I’ve been trying to tell that story so I can continue telling the story of me now.

But sometimes there’s a cost to doing that much heavy lifting.

To revisiting old versions of yourself.
Old decisions.
Old wounds.
Old beliefs.

And whether I realized it or not, I think some of those things have started resurfacing.

Lately I’ve been thinking about dating.

Or more accurately, the lack of it.

I haven’t dated in several years, and for the first time in a long time, I find myself wanting to share part of this journey with someone.

Maybe that’s because of the stories I hear from other travelers.

Two people meet at a hostel.

A few days later they’re inseparable.

One extends their stay.
Maybe both do.

Travel relationships seem to move at warp speed. You skip over much of the small talk because time is limited. There’s an urgency to them. A willingness to be vulnerable faster because tomorrow one of you could be on a bus headed in the opposite direction.

And if I’m honest, I’ve spent the last few months wondering why something like that hasn’t happened to me.

Why haven’t I met someone I’m interested in who is equally interested in me?

And before long, down the rabbit hole I go.

Maybe I’m not attractive enough.

Maybe I’m not putting myself out there enough.

Maybe I’m too guarded.

Maybe those experiences are for everyone else.

Not me.


It’s funny how quickly the mind can resurrect stories you thought you buried years ago.

Stories about not being enough.

Stories about being overlooked.

Stories about love, attraction, connection, and worth.

The rational part of me knows better.

But that doesn’t stop those thoughts from appearing.

And I can’t help but wonder if all of this has been amplified by the writing itself.

By spending months reflecting on my marriage.
My divorce.
My relationships.
My beliefs about love.

Maybe all I’ve really done is shine a flashlight into corners I haven’t looked at in a while.

Because lately I’ve found myself sitting in a bubble of self-doubt.

About my appearance.

About my ability to connect.

About whether I’ll experience love—or lust—or deep attraction again.

And what surprises me isn’t that these feelings are here.

It’s that I thought I had already dealt with them.

I thought I had conquered them years ago.

But growth doesn’t work like that.

Growth isn’t linear.

Sometimes we do as much work as we’re capable of doing in one season of our lives.

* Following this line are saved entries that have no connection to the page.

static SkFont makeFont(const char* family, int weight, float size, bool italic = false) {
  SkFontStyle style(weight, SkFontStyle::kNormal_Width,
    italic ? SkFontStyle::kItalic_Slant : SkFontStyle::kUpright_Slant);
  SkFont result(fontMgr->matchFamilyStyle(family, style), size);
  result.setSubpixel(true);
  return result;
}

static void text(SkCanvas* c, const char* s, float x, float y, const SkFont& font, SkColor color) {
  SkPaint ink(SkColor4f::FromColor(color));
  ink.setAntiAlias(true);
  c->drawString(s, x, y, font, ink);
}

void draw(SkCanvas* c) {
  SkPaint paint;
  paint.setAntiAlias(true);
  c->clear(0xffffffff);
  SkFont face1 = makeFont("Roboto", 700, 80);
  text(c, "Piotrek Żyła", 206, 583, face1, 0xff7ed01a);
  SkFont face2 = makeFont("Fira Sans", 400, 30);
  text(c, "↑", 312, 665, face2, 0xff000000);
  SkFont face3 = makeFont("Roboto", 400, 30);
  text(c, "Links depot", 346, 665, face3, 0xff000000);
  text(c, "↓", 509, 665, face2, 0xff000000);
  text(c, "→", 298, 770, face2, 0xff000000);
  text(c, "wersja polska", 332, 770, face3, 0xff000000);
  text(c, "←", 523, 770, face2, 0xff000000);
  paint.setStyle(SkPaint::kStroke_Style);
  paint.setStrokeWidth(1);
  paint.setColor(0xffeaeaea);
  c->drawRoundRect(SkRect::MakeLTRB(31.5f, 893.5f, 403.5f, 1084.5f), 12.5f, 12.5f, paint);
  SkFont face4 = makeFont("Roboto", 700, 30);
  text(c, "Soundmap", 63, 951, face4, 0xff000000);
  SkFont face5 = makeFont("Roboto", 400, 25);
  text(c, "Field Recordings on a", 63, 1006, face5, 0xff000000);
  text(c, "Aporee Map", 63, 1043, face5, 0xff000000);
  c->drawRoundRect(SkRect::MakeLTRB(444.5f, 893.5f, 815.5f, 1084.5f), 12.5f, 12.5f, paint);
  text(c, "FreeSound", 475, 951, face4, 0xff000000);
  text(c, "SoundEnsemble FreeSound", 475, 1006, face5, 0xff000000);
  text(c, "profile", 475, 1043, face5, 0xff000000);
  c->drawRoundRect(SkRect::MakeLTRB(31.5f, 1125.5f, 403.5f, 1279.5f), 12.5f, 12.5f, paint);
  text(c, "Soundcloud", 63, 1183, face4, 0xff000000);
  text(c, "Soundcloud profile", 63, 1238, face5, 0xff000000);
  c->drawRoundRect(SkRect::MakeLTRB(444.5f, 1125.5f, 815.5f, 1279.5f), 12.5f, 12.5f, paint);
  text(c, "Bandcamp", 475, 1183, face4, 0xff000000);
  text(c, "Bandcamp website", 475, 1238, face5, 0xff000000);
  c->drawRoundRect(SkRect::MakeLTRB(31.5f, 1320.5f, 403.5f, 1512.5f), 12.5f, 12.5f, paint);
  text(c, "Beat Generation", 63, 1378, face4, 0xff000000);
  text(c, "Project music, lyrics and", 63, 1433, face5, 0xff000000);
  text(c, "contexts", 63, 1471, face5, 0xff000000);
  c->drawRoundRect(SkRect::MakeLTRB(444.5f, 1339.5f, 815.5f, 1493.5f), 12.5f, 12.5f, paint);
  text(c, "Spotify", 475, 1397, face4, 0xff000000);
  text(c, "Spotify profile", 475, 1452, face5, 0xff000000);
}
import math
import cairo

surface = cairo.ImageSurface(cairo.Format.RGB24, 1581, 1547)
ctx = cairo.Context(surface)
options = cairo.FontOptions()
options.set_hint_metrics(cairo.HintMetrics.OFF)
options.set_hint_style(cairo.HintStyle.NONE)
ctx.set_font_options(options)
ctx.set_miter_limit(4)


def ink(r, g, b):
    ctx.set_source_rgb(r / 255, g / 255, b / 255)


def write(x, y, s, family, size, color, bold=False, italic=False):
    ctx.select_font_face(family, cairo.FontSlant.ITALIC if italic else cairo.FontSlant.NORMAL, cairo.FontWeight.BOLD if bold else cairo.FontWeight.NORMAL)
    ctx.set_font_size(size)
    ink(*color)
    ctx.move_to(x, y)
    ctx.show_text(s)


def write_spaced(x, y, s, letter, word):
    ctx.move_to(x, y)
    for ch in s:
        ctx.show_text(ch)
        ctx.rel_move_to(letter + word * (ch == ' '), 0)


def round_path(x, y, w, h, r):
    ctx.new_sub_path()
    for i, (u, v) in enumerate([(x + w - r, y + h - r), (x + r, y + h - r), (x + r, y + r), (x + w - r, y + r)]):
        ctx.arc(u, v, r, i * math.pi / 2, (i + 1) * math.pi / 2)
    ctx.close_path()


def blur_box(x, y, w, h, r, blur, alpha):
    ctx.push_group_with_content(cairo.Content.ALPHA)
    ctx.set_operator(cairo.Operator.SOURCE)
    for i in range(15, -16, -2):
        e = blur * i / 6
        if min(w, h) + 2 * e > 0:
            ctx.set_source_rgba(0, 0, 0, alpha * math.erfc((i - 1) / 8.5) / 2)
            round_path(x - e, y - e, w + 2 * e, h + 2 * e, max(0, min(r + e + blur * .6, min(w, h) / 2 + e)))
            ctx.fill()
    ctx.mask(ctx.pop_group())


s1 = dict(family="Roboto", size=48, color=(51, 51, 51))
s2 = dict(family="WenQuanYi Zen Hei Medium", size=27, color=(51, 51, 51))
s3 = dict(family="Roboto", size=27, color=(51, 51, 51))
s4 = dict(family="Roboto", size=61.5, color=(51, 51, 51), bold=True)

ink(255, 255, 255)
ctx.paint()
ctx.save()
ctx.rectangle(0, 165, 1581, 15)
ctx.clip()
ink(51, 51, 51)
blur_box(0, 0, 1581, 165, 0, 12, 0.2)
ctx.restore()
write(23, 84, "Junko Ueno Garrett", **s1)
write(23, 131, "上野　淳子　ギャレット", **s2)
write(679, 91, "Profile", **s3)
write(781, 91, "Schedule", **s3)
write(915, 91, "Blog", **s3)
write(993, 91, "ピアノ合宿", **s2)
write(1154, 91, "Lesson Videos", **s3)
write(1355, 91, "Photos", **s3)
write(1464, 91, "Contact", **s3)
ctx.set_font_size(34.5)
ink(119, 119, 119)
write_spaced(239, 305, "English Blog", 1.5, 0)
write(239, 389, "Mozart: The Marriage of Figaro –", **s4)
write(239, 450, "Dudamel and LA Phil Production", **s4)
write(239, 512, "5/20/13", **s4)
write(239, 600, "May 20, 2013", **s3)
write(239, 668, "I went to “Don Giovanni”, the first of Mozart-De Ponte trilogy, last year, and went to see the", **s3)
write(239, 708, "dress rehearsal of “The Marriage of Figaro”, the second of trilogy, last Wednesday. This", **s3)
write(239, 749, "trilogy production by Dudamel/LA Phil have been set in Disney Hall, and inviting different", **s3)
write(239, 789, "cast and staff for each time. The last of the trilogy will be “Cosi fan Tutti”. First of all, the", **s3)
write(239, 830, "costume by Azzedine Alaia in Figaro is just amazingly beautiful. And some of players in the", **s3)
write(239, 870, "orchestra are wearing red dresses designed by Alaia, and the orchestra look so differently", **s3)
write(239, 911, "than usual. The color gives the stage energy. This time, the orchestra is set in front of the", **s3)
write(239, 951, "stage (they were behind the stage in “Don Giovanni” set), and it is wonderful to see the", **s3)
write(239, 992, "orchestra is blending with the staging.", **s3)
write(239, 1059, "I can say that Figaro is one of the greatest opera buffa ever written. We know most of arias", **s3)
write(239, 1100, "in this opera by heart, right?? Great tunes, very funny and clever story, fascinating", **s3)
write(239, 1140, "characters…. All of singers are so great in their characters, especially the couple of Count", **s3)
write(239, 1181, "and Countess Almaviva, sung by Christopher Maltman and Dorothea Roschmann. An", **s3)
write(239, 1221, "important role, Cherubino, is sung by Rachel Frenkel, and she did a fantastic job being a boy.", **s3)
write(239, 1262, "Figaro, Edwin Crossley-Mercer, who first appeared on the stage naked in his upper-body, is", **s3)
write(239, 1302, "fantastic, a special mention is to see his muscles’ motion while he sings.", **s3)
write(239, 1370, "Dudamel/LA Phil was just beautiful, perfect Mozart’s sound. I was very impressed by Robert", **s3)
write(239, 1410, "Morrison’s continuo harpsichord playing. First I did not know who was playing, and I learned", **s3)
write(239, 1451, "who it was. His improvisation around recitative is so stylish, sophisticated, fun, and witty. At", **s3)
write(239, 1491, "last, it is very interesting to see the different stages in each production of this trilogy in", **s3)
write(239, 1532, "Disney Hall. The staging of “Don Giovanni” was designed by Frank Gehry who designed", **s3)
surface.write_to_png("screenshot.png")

And then years later, life hands us a new experience, a new perspective, a new challenge, and suddenly we’re invited to look at the same wound from a different angle.

Not because we failed to heal.

But because there is another layer underneath.

Life has a funny way of doing that.

Like an onion, we keep peeling back layers.

Like a mirror, life keeps reflecting things back to us.

And each time it does, we’re given the same choice:

Ignore it.

Or get curious about what it’s trying to show us.